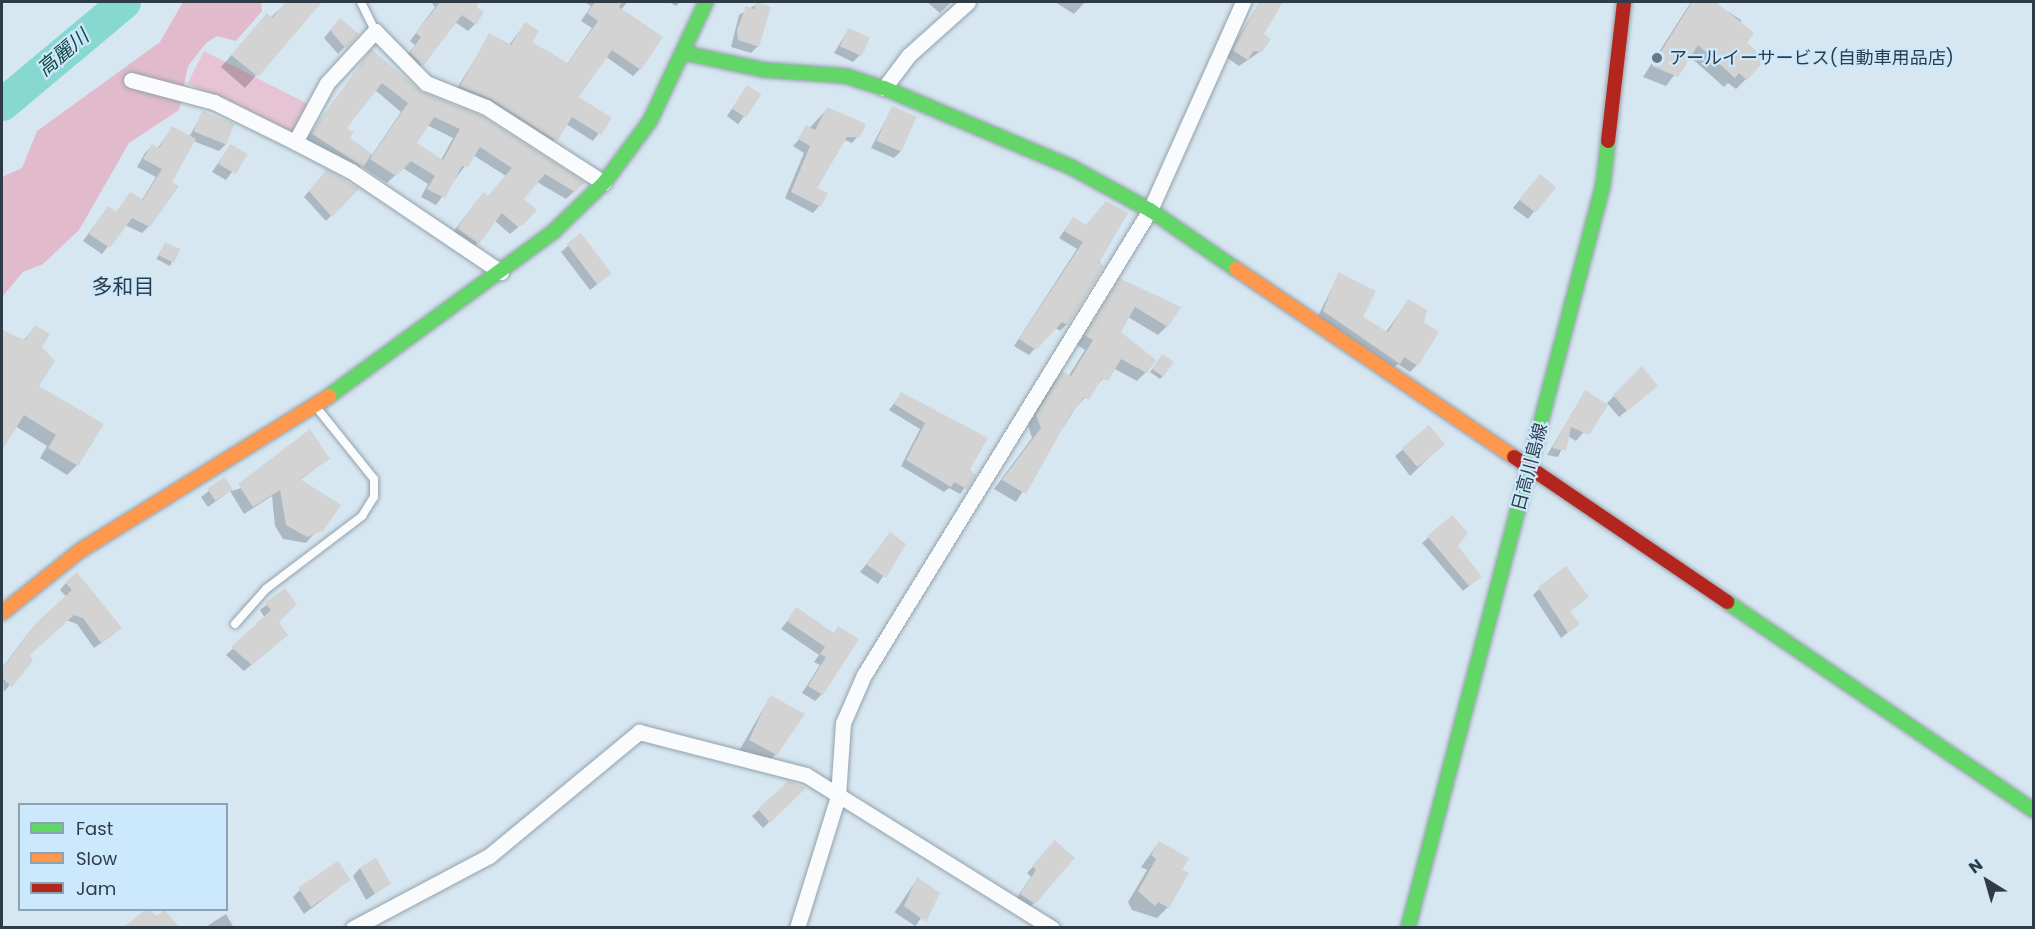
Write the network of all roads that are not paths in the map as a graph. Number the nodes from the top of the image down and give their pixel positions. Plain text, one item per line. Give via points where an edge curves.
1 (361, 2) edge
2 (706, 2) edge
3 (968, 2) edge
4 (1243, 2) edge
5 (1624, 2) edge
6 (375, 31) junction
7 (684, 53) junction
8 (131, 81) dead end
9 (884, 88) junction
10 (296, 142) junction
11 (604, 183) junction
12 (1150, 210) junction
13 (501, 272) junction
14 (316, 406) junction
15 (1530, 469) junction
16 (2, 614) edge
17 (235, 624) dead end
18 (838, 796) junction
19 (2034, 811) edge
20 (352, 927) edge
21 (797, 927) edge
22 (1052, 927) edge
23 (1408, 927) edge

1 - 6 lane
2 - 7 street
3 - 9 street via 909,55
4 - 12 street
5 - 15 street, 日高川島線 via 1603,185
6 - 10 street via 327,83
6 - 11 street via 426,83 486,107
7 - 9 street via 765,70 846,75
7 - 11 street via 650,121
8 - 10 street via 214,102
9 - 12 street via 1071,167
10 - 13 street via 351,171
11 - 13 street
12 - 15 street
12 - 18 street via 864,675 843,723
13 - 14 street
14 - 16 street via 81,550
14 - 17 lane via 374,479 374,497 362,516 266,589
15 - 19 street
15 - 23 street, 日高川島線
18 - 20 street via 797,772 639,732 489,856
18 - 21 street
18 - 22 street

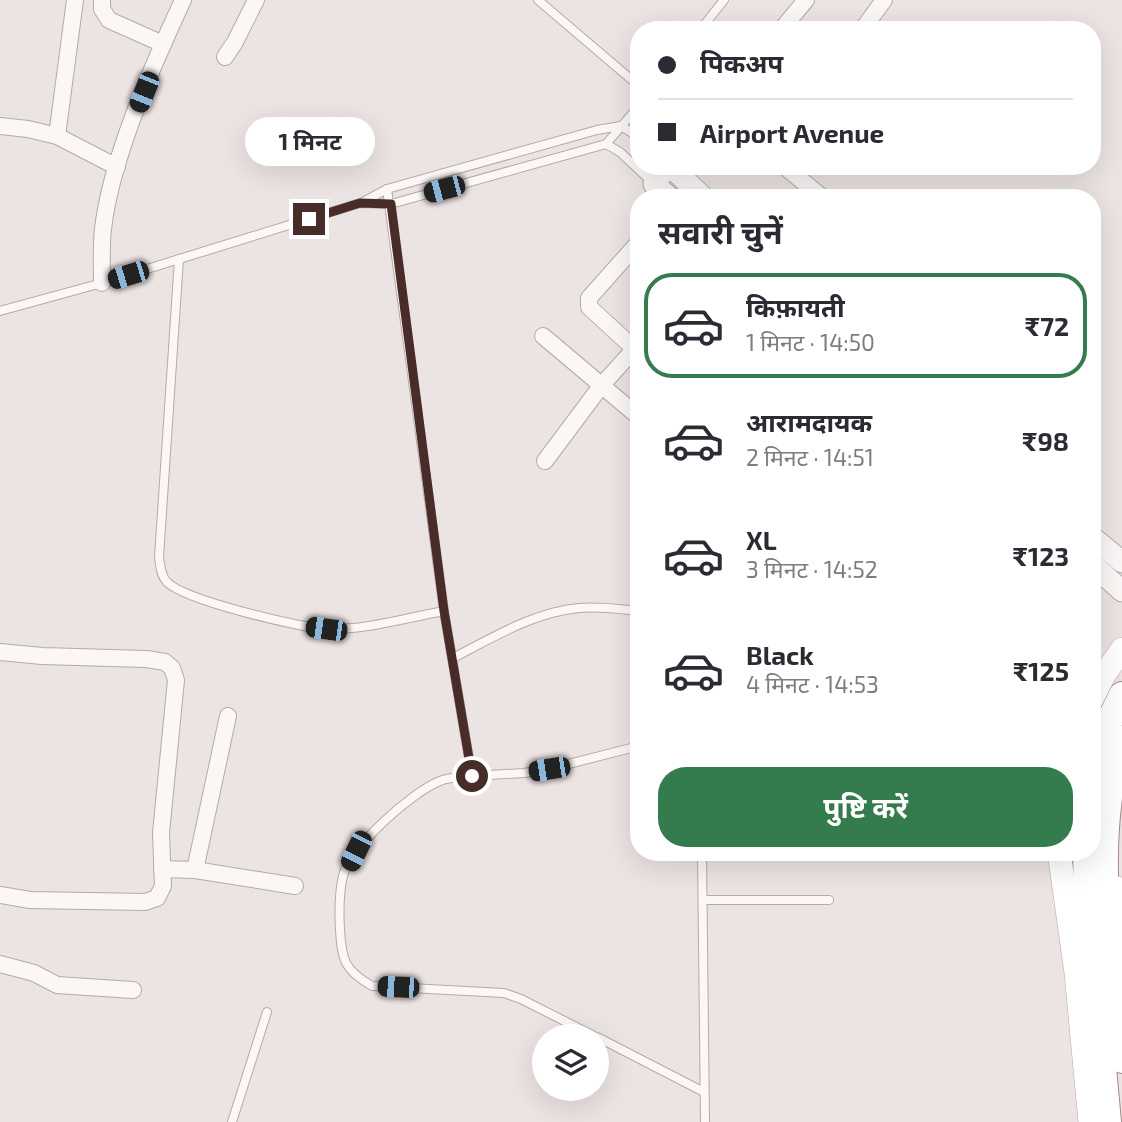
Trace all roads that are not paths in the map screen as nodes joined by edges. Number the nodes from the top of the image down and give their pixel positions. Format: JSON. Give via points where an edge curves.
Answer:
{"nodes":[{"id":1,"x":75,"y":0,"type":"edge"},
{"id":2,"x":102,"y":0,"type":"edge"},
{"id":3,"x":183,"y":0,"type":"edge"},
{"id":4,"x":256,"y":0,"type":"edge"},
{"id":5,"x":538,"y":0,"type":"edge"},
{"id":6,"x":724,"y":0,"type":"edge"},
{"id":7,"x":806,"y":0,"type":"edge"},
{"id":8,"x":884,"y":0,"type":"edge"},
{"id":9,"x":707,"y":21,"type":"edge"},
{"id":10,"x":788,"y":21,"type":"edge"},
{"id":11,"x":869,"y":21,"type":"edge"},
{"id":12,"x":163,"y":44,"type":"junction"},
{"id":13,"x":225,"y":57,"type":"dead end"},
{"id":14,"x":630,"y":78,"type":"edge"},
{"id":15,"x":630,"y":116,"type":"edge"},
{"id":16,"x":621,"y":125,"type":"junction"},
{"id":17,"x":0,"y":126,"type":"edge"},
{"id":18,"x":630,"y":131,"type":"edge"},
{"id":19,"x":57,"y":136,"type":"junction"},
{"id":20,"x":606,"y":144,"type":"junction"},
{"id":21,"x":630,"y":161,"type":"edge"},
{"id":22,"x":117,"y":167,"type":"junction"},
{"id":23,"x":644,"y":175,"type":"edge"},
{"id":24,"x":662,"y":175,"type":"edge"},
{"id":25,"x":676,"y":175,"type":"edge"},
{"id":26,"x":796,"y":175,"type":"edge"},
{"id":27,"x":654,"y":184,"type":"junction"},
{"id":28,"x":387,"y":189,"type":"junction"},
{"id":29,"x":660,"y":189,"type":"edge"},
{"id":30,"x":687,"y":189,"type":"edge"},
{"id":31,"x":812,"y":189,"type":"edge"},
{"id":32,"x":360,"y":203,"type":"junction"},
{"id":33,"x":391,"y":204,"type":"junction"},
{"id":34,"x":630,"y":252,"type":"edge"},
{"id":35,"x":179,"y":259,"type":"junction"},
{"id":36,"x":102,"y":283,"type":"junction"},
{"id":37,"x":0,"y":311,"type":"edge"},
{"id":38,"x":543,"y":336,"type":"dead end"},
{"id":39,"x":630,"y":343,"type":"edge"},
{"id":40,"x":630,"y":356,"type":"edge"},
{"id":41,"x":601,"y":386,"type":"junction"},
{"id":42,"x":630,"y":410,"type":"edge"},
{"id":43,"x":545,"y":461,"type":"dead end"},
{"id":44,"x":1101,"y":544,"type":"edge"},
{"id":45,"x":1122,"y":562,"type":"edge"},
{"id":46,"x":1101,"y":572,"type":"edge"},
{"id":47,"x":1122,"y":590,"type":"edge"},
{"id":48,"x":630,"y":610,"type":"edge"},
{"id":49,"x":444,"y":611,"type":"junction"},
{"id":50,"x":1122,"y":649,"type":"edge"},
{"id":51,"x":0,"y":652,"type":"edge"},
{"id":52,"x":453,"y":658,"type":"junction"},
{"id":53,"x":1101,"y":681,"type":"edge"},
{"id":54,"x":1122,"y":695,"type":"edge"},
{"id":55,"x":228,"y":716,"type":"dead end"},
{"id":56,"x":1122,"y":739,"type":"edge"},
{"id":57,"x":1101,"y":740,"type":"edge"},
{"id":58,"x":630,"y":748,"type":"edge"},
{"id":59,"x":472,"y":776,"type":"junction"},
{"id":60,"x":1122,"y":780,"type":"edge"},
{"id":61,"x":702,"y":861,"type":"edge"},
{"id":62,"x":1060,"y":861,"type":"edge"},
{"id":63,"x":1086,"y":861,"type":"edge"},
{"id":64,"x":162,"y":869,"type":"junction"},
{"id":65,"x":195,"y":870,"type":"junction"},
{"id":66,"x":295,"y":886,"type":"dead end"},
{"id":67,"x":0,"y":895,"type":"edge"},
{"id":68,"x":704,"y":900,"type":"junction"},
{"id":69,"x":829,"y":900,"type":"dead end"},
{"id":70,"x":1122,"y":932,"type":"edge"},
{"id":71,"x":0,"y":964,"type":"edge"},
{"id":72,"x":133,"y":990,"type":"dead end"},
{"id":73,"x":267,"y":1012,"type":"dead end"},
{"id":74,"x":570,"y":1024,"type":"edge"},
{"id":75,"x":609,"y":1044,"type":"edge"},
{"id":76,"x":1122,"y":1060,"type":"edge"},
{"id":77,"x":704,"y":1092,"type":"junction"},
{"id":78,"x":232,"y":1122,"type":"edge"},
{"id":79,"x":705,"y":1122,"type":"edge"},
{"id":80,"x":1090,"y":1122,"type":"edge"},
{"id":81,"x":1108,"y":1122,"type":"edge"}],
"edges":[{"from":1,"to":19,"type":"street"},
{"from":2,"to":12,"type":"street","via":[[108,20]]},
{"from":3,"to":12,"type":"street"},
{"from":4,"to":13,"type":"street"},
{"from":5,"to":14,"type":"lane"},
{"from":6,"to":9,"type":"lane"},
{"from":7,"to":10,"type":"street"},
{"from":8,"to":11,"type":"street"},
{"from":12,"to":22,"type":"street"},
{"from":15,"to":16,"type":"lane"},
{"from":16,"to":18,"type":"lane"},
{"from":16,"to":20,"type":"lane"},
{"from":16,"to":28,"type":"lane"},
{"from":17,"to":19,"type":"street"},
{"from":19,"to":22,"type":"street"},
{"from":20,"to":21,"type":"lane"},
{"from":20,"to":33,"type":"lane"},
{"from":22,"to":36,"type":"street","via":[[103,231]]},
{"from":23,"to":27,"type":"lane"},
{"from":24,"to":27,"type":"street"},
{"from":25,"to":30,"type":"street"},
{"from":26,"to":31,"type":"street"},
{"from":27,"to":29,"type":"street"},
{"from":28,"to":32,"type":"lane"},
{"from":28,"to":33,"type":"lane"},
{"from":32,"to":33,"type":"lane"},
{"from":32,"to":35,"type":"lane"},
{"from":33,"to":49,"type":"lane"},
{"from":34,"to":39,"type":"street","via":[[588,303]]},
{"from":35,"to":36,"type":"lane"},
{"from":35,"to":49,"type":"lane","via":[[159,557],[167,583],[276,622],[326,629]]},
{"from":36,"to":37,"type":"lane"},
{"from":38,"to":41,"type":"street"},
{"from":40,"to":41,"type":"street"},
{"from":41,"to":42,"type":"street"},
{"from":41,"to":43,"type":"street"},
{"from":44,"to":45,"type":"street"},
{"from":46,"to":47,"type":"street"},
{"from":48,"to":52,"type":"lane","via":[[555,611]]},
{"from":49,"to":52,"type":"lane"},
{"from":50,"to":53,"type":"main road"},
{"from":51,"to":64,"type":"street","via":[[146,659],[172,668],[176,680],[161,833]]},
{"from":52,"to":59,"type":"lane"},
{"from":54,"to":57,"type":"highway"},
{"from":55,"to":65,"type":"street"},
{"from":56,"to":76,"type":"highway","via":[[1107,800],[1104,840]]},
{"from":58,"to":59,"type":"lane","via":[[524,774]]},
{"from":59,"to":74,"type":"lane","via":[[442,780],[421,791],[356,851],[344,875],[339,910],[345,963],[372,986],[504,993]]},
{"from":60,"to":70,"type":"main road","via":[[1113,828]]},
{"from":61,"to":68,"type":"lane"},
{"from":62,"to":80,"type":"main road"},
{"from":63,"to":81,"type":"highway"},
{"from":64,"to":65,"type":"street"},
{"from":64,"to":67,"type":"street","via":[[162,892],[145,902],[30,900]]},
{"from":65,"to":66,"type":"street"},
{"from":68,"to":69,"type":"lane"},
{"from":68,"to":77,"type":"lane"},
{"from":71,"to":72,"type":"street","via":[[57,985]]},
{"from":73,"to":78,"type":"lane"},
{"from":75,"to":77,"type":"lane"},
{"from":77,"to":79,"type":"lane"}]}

.....

**What the task asks:** If a line in the material above contains "image", show that line.

**Exercise response:**
Write the network of all roads that are not paths in the map as a graph. Number the nodes from the top of the image down and give their pixel positions. Plain text, one item per line. Give via points where an edge curves.
Trace all roads that are not paths in the map screen as nodes joined by edges. Number the nodes from the top of the image down and give their pixel positions. Format: JSON. Give via points where an edge curves.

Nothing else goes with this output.